Un nouveau malware Android s'avère particulièrement insidieux. Il s'appelle Konfety , et ses stratégies anti-détection sont si sophistiquées qu'elles font planter même les outils utilisés par les analystes en sécurité. Et tandis qu'il trompe les utilisateurs en promettant des fonctionnalités inexistantes, Konfety s'insinue dans les systèmes via des APK astucieusement modifiés , démontrant comment le danger peut se cacher même là où on s'y attend le moins. Konfety se présente comme une fausse application Android , imitant fidèlement le nom et l'icône d'applications légitimes du Play Store . Cette approche, appelée « jumeau maléfique », permet au malware de tromper facilement les utilisateurs recherchant des versions gratuites d'applications payantes ou des applications pour des appareils non compatibles avec les services Google. Une fois installée, l'application n'offre évidemment pas les fonctions attendues, mais utilise au contraire des publicités cachées (c'est-à-dire que l'utilisateur ne voit pas, mais qui sont là), génère des notifications de navigateur trompeuses , installe des applications indésirables et redirige l'utilisateur vers des sites suspects . Mais ce n'est pas tout. Konfety collecte également des informations sensibles telles que la liste des applications installées, les configurations réseau et d'autres données système.

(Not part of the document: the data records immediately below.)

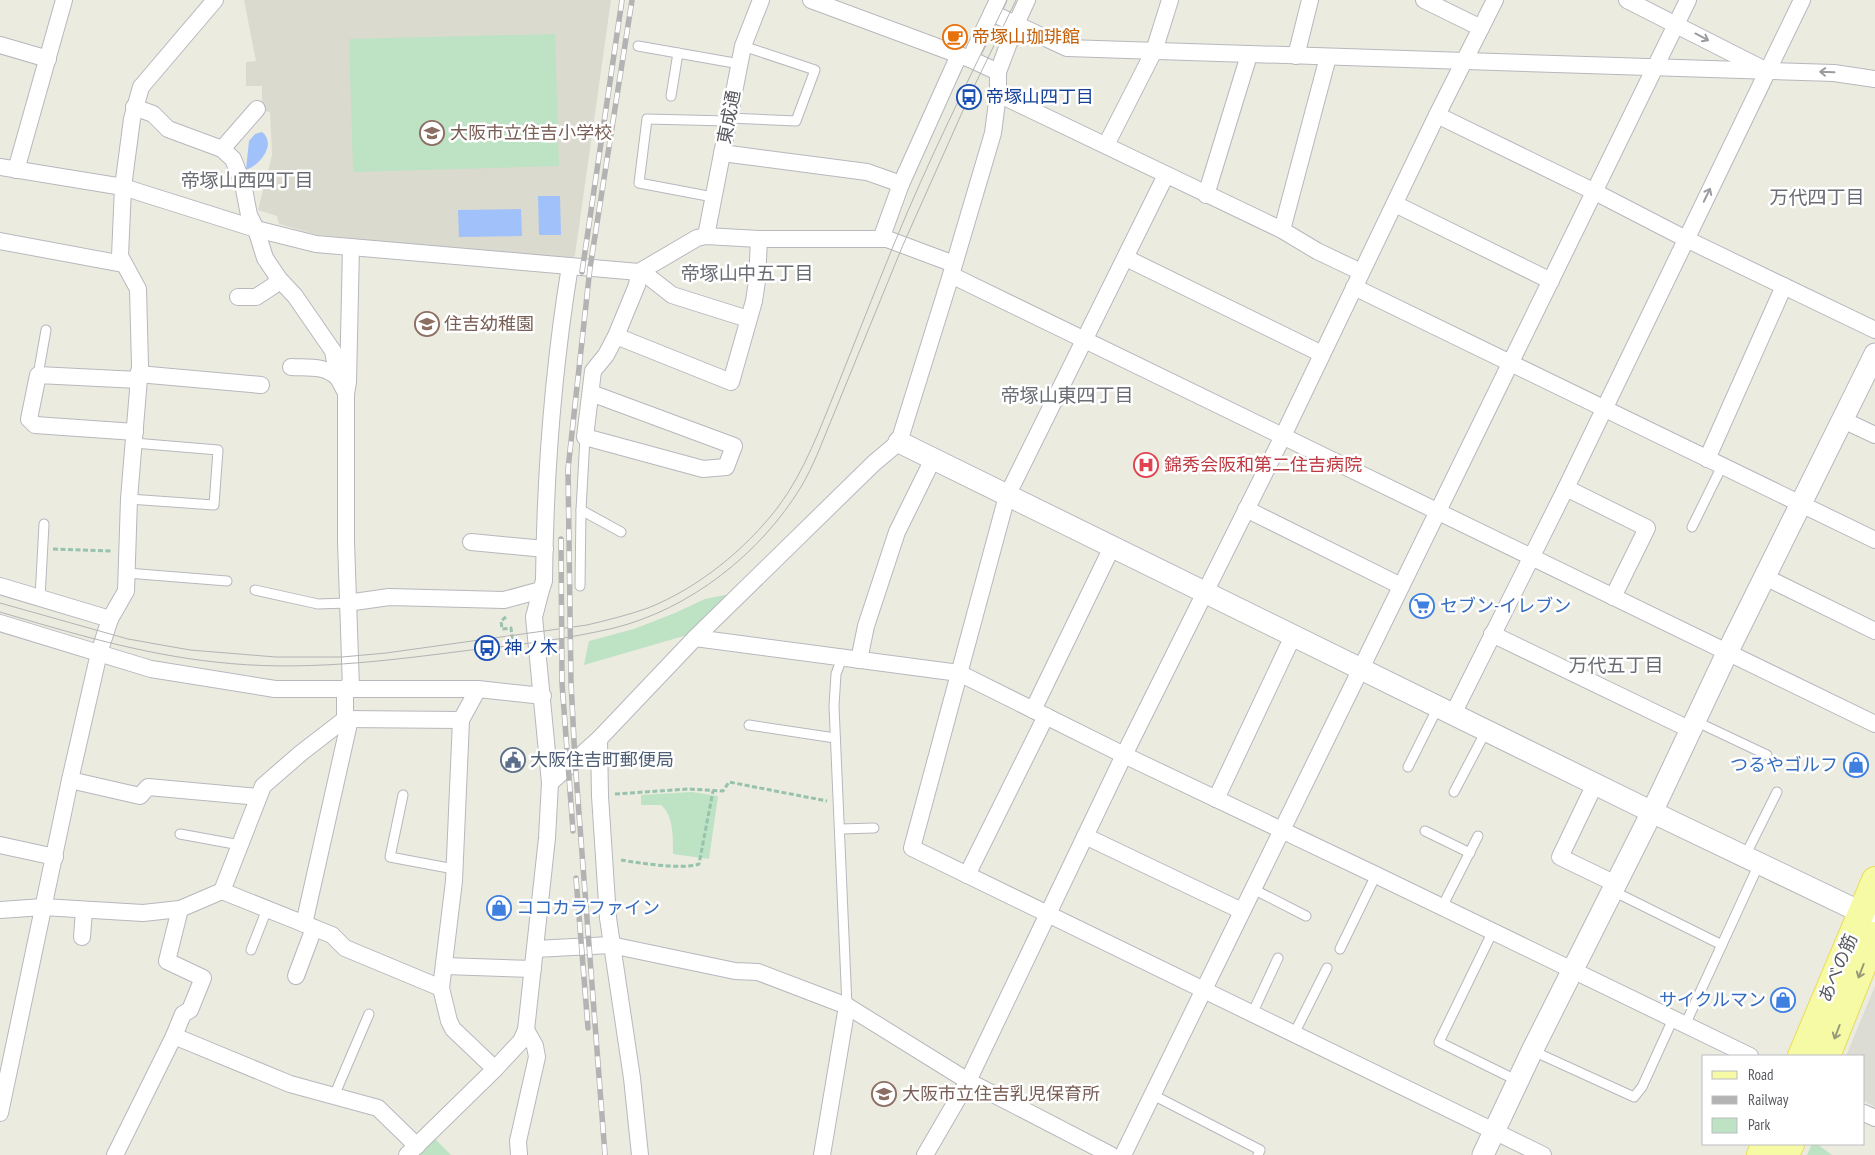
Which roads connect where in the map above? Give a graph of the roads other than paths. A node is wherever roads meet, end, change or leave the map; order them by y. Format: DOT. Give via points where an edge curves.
graph roads {
  1 [pos="64,0"];
  2 [pos="215,0"];
  3 [pos="761,0"];
  4 [pos="811,0"];
  5 [pos="1027,0"];
  6 [pos="1170,0"];
  7 [pos="1310,0"];
  8 [pos="1424,0"];
  9 [pos="1495,0"];
  10 [pos="1627,0"];
  11 [pos="1688,0"];
  12 [pos="1802,0"];
  13 [pos="995,7"];
  14 [pos="1016,24"];
  15 [pos="1676,24"];
  16 [pos="1481,28"];
  17 [pos="0,45"];
  18 [pos="638,46"];
  19 [pos="743,46"];
  20 [pos="1154,52"];
  21 [pos="678,53"];
  22 [pos="1249,55"];
  23 [pos="1296,56"];
  24 [pos="965,57"];
  25 [pos="1328,57"];
  26 [pos="48,59"];
  27 [pos="1464,62"];
  28 [pos="740,64"];
  29 [pos="1656,67"];
  30 [pos="1767,71"];
  31 [pos="998,72"];
  32 [pos="1875,79"];
  33 [pos="998,94"];
  34 [pos="671,96"];
  35 [pos="134,108"];
  36 [pos="257,109"];
  37 [pos="1437,115"];
  38 [pos="728,120"];
  39 [pos="1106,145"];
  40 [pos="222,149"];
  41 [pos="722,153"];
  42 [pos="0,167"];
  43 [pos="16,170"];
  44 [pos="1166,175"];
  45 [pos="901,184"];
  46 [pos="123,187"];
  47 [pos="1595,192"];
  48 [pos="1206,195"];
  49 [pos="713,197"];
  50 [pos="1395,204"];
  51 [pos="256,229"];
  52 [pos="1282,230"];
  53 [pos="706,236"];
  54 [pos="759,239"];
  55 [pos="881,239"];
  56 [pos="1686,239"];
  57 [pos="0,242"];
  58 [pos="351,248"];
  59 [pos="1126,258"];
  60 [pos="123,264"];
  61 [pos="570,266"];
  62 [pos="953,270"];
  63 [pos="639,272"];
  64 [pos="279,279"];
  65 [pos="1358,279"];
  66 [pos="1551,281"];
  67 [pos="1784,286"];
  68 [pos="238,297"];
  69 [pos="748,319"];
  70 [pos="46,330"];
  71 [pos="1875,330"];
  72 [pos="616,336"];
  73 [pos="1085,340"];
  74 [pos="1322,354"];
  75 [pos="1875,354"];
  76 [pos="1511,362"];
  77 [pos="291,367"];
  78 [pos="38,375"];
  79 [pos="138,377"];
  80 [pos="338,378"];
  81 [pos="261,385"];
  82 [pos="591,393"];
  83 [pos="346,394"];
  84 [pos="1604,409"];
  85 [pos="1843,420"];
  86 [pos="1875,435"];
  87 [pos="1283,436"];
  88 [pos="134,437"];
  89 [pos="585,437"];
  90 [pos="899,442"];
  91 [pos="932,459"];
  92 [pos="1707,459"];
  93 [pos="1722,466"];
  94 [pos="1566,488"];
  95 [pos="1007,496"];
  96 [pos="129,499"];
  97 [pos="1801,505"];
  98 [pos="1246,509"];
  99 [pos="581,510"];
  100 [pos="1437,511"];
  101 [pos="44,524"];
  102 [pos="1692,527"];
  103 [pos="621,532"];
  104 [pos="1875,540"];
  105 [pos="471,542"];
  106 [pos="1112,547"];
  107 [pos="545,549"];
  108 [pos="1531,557"];
  109 [pos="127,573"];
  110 [pos="1765,578"];
  111 [pos="227,581"];
  112 [pos="0,586"];
  113 [pos="580,586"];
  114 [pos="1401,586"];
  115 [pos="255,590"];
  116 [pos="541,590"];
  117 [pos="1205,592"];
  118 [pos="1613,597"];
  119 [pos="40,598"];
  120 [pos="347,603"];
  121 [pos="110,619"];
  122 [pos="0,624"];
  123 [pos="1875,631"];
  124 [pos="1492,634"];
  125 [pos="1293,636"];
  126 [pos="695,638"];
  127 [pos="1727,652"];
  128 [pos="99,653"];
  129 [pos="842,658"];
  130 [pos="859,660"];
  131 [pos="1361,669"];
  132 [pos="959,673"];
  133 [pos="348,688"];
  134 [pos="478,689"];
  135 [pos="542,696"];
  136 [pos="1445,710"];
  137 [pos="1039,713"];
  138 [pos="348,719"];
  139 [pos="461,720"];
  140 [pos="1875,724"];
  141 [pos="749,725"];
  142 [pos="1693,726"];
  143 [pos="1486,731"];
  144 [pos="835,738"];
  145 [pos="599,739"];
  146 [pos="1124,755"];
  147 [pos="1767,755"];
  148 [pos="1408,767"];
  149 [pos="70,780"];
  150 [pos="550,783"];
  151 [pos="1595,784"];
  152 [pos="1454,792"];
  153 [pos="1777,792"];
  154 [pos="403,795"];
  155 [pos="258,797"];
  156 [pos="1216,799"];
  157 [pos="1652,812"];
  158 [pos="874,828"];
  159 [pos="840,830"];
  160 [pos="1282,830"];
  161 [pos="1425,831"];
  162 [pos="180,834"];
  163 [pos="1084,836"];
  164 [pos="1478,836"];
  165 [pos="0,845"];
  166 [pos="240,845"];
  167 [pos="1470,853"];
  168 [pos="55,857"];
  169 [pos="1752,860"];
  170 [pos="454,869"];
  171 [pos="1376,874"];
  172 [pos="967,875"];
  173 [pos="1875,880"];
  174 [pos="1614,888"];
  175 [pos="1253,889"];
  176 [pos="222,891"];
  177 [pos="1442,906"];
  178 [pos="43,907"];
  179 [pos="267,909"];
  180 [pos="0,910"];
  181 [pos="84,910"];
  182 [pos="180,910"];
  183 [pos="1242,912"];
  184 [pos="1047,914"];
  185 [pos="1868,915"];
  186 [pos="1306,916"];
  187 [pos="309,926"];
  188 [pos="1493,931"];
  189 [pos="1875,935"];
  190 [pos="82,937"];
  191 [pos="611,945"];
  192 [pos="1722,945"];
  193 [pos="535,949"];
  194 [pos="1340,949"];
  195 [pos="251,950"];
  196 [pos="1278,958"];
  197 [pos="445,966"];
  198 [pos="1327,968"];
  199 [pos="533,970"];
  200 [pos="1573,970"];
  201 [pos="296,976"];
  202 [pos="441,988"];
  203 [pos="1204,991"];
  204 [pos="847,1006"];
  205 [pos="368,1014"];
  206 [pos="1252,1014"];
  207 [pos="1679,1022"];
  208 [pos="526,1030"];
  209 [pos="1294,1034"];
  210 [pos="174,1036"];
  211 [pos="1532,1051"];
  212 [pos="1748,1055"];
  213 [pos="1801,1055"];
  214 [pos="1827,1055"];
  215 [pos="495,1069"];
  216 [pos="968,1081"];
  217 [pos="1518,1081"];
  218 [pos="1153,1095"];
  219 [pos="334,1096"];
  220 [pos="0,1113"];
  221 [pos="1494,1131"];
  222 [pos="412,1150"];
  223 [pos="116,1155"];
  224 [pos="519,1155"];
  225 [pos="640,1155"];
  226 [pos="822,1155"];
  227 [pos="925,1155"];
  228 [pos="1111,1155"];
  229 [pos="1123,1155"];
  230 [pos="1258,1155"];
  231 [pos="1483,1155"];
  232 [pos="1543,1155"];
  1 -- 26 [label="street"];
  2 -- 35 [label="street" via="141,87"];
  3 -- 19 [label="street, 東成通"];
  4 -- 24 [label="street"];
  5 -- 14 [label="street"];
  6 -- 20 [label="street"];
  7 -- 23 [label="street"];
  8 -- 16 [label="street"];
  9 -- 16 [label="street"];
  10 -- 15 [label="street"];
  11 -- 15 [label="street"];
  12 -- 30 [label="street"];
  13 -- 14 [label="street"];
  13 -- 24 [label="street"];
  14 -- 20 [label="street" via="1067,48"];
  14 -- 31 [label="street"];
  15 -- 29 [label="street"];
  15 -- 30 [label="street, one-way"];
  16 -- 27 [label="street"];
  17 -- 26 [label="street"];
  18 -- 21 [label="lane"];
  19 -- 28 [label="street, 東成通"];
  19 -- 38 [label="lane" via="815,70 796,121"];
  20 -- 22 [label="street"];
  20 -- 39 [label="street"];
  21 -- 28 [label="lane"];
  21 -- 34 [label="lane"];
  22 -- 23 [label="street"];
  22 -- 48 [label="street"];
  23 -- 25 [label="street"];
  24 -- 31 [label="street"];
  24 -- 45 [label="street"];
  25 -- 27 [label="street"];
  25 -- 52 [label="street"];
  26 -- 43 [label="street"];
  27 -- 29 [label="street"];
  27 -- 37 [label="street"];
  28 -- 38 [label="street, 東成通"];
  29 -- 30 [label="street"];
  29 -- 47 [label="street"];
  32 -- 30 [label="street, one-way" via="1834,72"];
  56 -- 30 [label="street, one-way"];
  31 -- 33 [label="street"];
  33 -- 39 [label="street"];
  33 -- 62 [label="street" via="993,134"];
  35 -- 40 [label="street" via="153,114 168,128"];
  35 -- 46 [label="street"];
  36 -- 40 [label="street"];
  37 -- 47 [label="street"];
  37 -- 50 [label="street"];
  38 -- 41 [label="street, 東成通"];
  38 -- 49 [label="lane" via="647,119 639,182"];
  39 -- 44 [label="street"];
  40 -- 51 [label="street" via="236,168"];
  41 -- 45 [label="street" via="867,172"];
  41 -- 49 [label="street, 東成通"];
  42 -- 43 [label="street"];
  43 -- 46 [label="street"];
  44 -- 48 [label="street"];
  44 -- 59 [label="street"];
  45 -- 55 [label="street"];
  46 -- 51 [label="street"];
  46 -- 60 [label="street" via="120,256"];
  47 -- 56 [label="street"];
  47 -- 66 [label="street"];
  48 -- 52 [label="street"];
  49 -- 53 [label="street, 東成通"];
  50 -- 65 [label="street"];
  50 -- 66 [label="street"];
  51 -- 58 [label="street" via="316,244"];
  51 -- 64 [label="street" via="266,258"];
  52 -- 65 [label="street"];
  53 -- 54 [label="street"];
  53 -- 63 [label="street"];
  54 -- 55 [label="street"];
  54 -- 69 [label="street" via="757,281"];
  55 -- 62 [label="street"];
  56 -- 67 [label="street"];
  56 -- 84 [label="street"];
  57 -- 60 [label="street"];
  58 -- 61 [label="street"];
  58 -- 83 [label="street"];
  59 -- 73 [label="street"];
  59 -- 74 [label="street"];
  60 -- 79 [label="street" via="138,289"];
  61 -- 63 [label="street"];
  61 -- 107 [label="street" via="560,326 546,496"];
  62 -- 73 [label="street"];
  62 -- 90 [label="street"];
  63 -- 69 [label="street" via="672,294"];
  63 -- 72 [label="street" via="637,285"];
  64 -- 68 [label="street" via="256,297"];
  64 -- 80 [label="street" via="295,296 333,351"];
  65 -- 74 [label="street"];
  65 -- 76 [label="street"];
  66 -- 76 [label="street"];
  67 -- 71 [label="street"];
  67 -- 92 [label="street"];
  69 -- 72 [label="street" via="731,382"];
  70 -- 78 [label="lane"];
  72 -- 82 [label="street" via="593,371"];
  73 -- 87 [label="street"];
  73 -- 95 [label="street"];
  74 -- 87 [label="street"];
  75 -- 85 [label="street"];
  76 -- 84 [label="street"];
  76 -- 100 [label="street"];
  77 -- 80 [label="street" via="321,368"];
  78 -- 79 [label="street"];
  78 -- 88 [label="street" via="29,419 35,425"];
  79 -- 81 [label="street"];
  79 -- 88 [label="street"];
  80 -- 83 [label="street"];
  82 -- 89 [label="street"];
  82 -- 89 [label="street" via="734,446 726,467 703,470"];
  83 -- 120 [label="street"];
  84 -- 92 [label="street"];
  84 -- 94 [label="street"];
  85 -- 86 [label="street"];
  85 -- 97 [label="street"];
  87 -- 98 [label="street"];
  87 -- 100 [label="street"];
  88 -- 96 [label="street"];
  88 -- 96 [label="lane" via="218,450 214,505"];
  89 -- 99 [label="lane"];
  90 -- 91 [label="street"];
  90 -- 126 [label="street"];
  91 -- 95 [label="street"];
  91 -- 130 [label="street" via="897,532 866,626"];
  92 -- 93 [label="street"];
  93 -- 97 [label="street"];
  93 -- 102 [label="lane"];
  94 -- 108 [label="street"];
  94 -- 118 [label="street" via="1647,528"];
  95 -- 106 [label="street"];
  95 -- 132 [label="street"];
  96 -- 109 [label="street"];
  97 -- 104 [label="street"];
  97 -- 110 [label="street"];
  98 -- 114 [label="street"];
  98 -- 117 [label="street"];
  99 -- 103 [label="lane"];
  99 -- 113 [label="lane"];
  100 -- 108 [label="street"];
  100 -- 114 [label="street"];
  101 -- 119 [label="lane"];
  105 -- 107 [label="street"];
  106 -- 117 [label="street"];
  106 -- 137 [label="street"];
  107 -- 116 [label="street"];
  108 -- 118 [label="street"];
  108 -- 124 [label="street"];
  109 -- 111 [label="lane"];
  109 -- 121 [label="street" via="126,591"];
  110 -- 123 [label="street"];
  110 -- 127 [label="street"];
  112 -- 119 [label="street"];
  114 -- 131 [label="street"];
  115 -- 120 [label="lane" via="318,604"];
  116 -- 120 [label="street" via="504,600 389,597"];
  116 -- 135 [label="street" via="534,617"];
  117 -- 125 [label="street"];
  117 -- 146 [label="street"];
  118 -- 127 [label="street"];
  119 -- 121 [label="street"];
  120 -- 133 [label="street"];
  121 -- 128 [label="street"];
  122 -- 128 [label="street"];
  124 -- 136 [label="street"];
  124 -- 142 [label="street"];
  125 -- 131 [label="street"];
  125 -- 156 [label="street"];
  126 -- 129 [label="street"];
  126 -- 145 [label="street"];
  127 -- 140 [label="street"];
  127 -- 142 [label="street"];
  128 -- 133 [label="street" via="151,669 275,689"];
  128 -- 149 [label="street"];
  129 -- 130 [label="street"];
  129 -- 144 [label="lane" via="836,674"];
  130 -- 132 [label="street"];
  131 -- 136 [label="street"];
  131 -- 160 [label="street"];
  132 -- 137 [label="street"];
  132 -- 172 [label="street" via="912,848"];
  133 -- 134 [label="street"];
  133 -- 138 [label="street"];
  134 -- 135 [label="street"];
  134 -- 139 [label="street"];
  135 -- 150 [label="street"];
  136 -- 143 [label="street"];
  136 -- 148 [label="lane"];
  137 -- 146 [label="street"];
  137 -- 172 [label="street"];
  138 -- 139 [label="street"];
  138 -- 155 [label="street" via="300,753 263,786"];
  138 -- 187 [label="street"];
  139 -- 170 [label="street"];
  141 -- 144 [label="lane"];
  142 -- 147 [label="lane"];
  142 -- 157 [label="street"];
  143 -- 151 [label="street"];
  143 -- 152 [label="lane"];
  144 -- 159 [label="lane"];
  145 -- 150 [label="street"];
  145 -- 191 [label="street"];
  146 -- 156 [label="street"];
  146 -- 163 [label="street"];
  149 -- 155 [label="street" via="140,796 148,787"];
  149 -- 168 [label="street"];
  150 -- 193 [label="street"];
  151 -- 157 [label="street"];
  151 -- 174 [label="street" via="1560,857"];
  153 -- 169 [label="lane"];
  154 -- 170 [label="lane" via="390,857"];
  155 -- 166 [label="street"];
  156 -- 160 [label="street"];
  157 -- 169 [label="street"];
  157 -- 174 [label="street"];
  158 -- 159 [label="lane"];
  159 -- 204 [label="lane"];
  160 -- 171 [label="street"];
  160 -- 175 [label="street"];
  161 -- 167 [label="lane"];
  162 -- 166 [label="lane"];
  163 -- 183 [label="street"];
  163 -- 184 [label="street"];
  164 -- 167 [label="lane"];
  165 -- 168 [label="street"];
  166 -- 176 [label="street"];
  167 -- 177 [label="lane"];
  168 -- 178 [label="street"];
  169 -- 185 [label="street"];
  169 -- 192 [label="lane"];
  170 -- 197 [label="street"];
  171 -- 177 [label="street"];
  171 -- 194 [label="lane"];
  172 -- 184 [label="street"];
  173 -- 185 [label="main road, あべの筋"];
  174 -- 192 [label="lane"];
  174 -- 200 [label="street"];
  175 -- 183 [label="street"];
  175 -- 186 [label="lane"];
  176 -- 179 [label="street"];
  176 -- 182 [label="street"];
  177 -- 188 [label="street"];
  178 -- 180 [label="street"];
  178 -- 181 [label="street"];
  178 -- 220 [label="street"];
  179 -- 187 [label="street"];
  179 -- 195 [label="lane"];
  181 -- 182 [label="street" via="143,914"];
  181 -- 190 [label="street"];
  182 -- 210 [label="street" via="167,961 203,978 190,1010 183,1014"];
  183 -- 203 [label="street"];
  184 -- 203 [label="street"];
  184 -- 216 [label="street"];
  185 -- 213 [label="main road, あべの筋"];
  187 -- 201 [label="street"];
  187 -- 202 [label="street" via="332,935 345,948"];
  188 -- 200 [label="street"];
  188 -- 217 [label="lane" via="1439,1042"];
  189 -- 214 [label="main road, あべの筋, one-way"];
  191 -- 193 [label="street"];
  191 -- 204 [label="street" via="735,971 758,972"];
  191 -- 225 [label="street" via="632,1078"];
  192 -- 207 [label="lane"];
  193 -- 199 [label="street"];
  196 -- 206 [label="lane"];
  197 -- 199 [label="street"];
  197 -- 202 [label="street"];
  198 -- 209 [label="lane"];
  199 -- 208 [label="street"];
  200 -- 207 [label="street"];
  200 -- 211 [label="street"];
  202 -- 215 [label="street" via="453,1029"];
  203 -- 206 [label="street"];
  203 -- 218 [label="street"];
  204 -- 216 [label="street"];
  204 -- 226 [label="street"];
  205 -- 219 [label="lane"];
  206 -- 209 [label="street"];
  207 -- 211 [label="lane" via="1634,1097"];
  207 -- 212 [label="street"];
  208 -- 215 [label="street" via="521,1041"];
  208 -- 224 [label="street" via="537,1057 518,1141"];
  209 -- 221 [label="street"];
  210 -- 219 [label="street" via="290,1084"];
  210 -- 223 [label="street"];
  211 -- 217 [label="street"];
  215 -- 222 [label="street"];
  216 -- 227 [label="street"];
  216 -- 228 [label="street"];
  217 -- 221 [label="street"];
  218 -- 229 [label="street"];
  218 -- 230 [label="lane" via="1260,1150"];
  219 -- 222 [label="street" via="378,1108"];
  221 -- 231 [label="street"];
  221 -- 232 [label="street"];
}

Le cœur du comportement malveillant réside dans un second fichier DEX chiffré , caché dans l'APK et chargé uniquement pendant l'exécution . Ce fichier contient des services non déclarés visiblement, mais enregistrés dans le manifeste de l'application, permettant au malware de se mettre à jour et de télécharger de nouveaux modules potentiellement plus dangereux, même après l'installation. Pour compliquer les choses, après l'installation, Konfety masque son icône et utilise un système de géorepérage , modifiant son comportement en fonction de la zone géographique où se trouve l'appareil. Ceci constitue un obstacle supplémentaire à la détection automatique par les antivirus. L'une des techniques les plus ingénieuses de la dernière variante de Konfety consiste à modifier la structure ZIP de l'APK , en activant ce que l'on appelle le General Purpose Bit Flag : une option qui trompe les outils d'analyse en leur faisant croire que les fichiers sont cryptés, même s'ils ne le sont pas. Cette astuce provoque des invites de mot de passe erronées et des blocages dans l'analyse statique , ralentissant ou empêchant complètement les analystes de travailler.

En parallèle, certains fichiers critiques sont compressés avec des algorithmes non pris en charge par des outils populaires tels que APKTool ou JADX (par exemple BZIP avec l'identifiant 0x000C), provoquant des erreurs d'analyse et des plantages de l'outil . La présence d'un DEX chiffré chargeable à l'exécution représente un autre obstacle majeur : le code réellement malveillant n'est visible qu'une fois l'application exécutée, échappant ainsi aux analyses traditionnelles. De plus, le fait qu'Android ignore les compressions déclarées mais non prises en charge , tout en exécutant l'application, rend ces techniques encore plus efficaces. En bref, le conseil est toujours le même : évitez d’installer des APK provenant de sources tierces et fiez-vous uniquement au Play Store ou à d’autres magasins virtuels à la fiabilité éprouvée (comme ceux des principaux fabricants).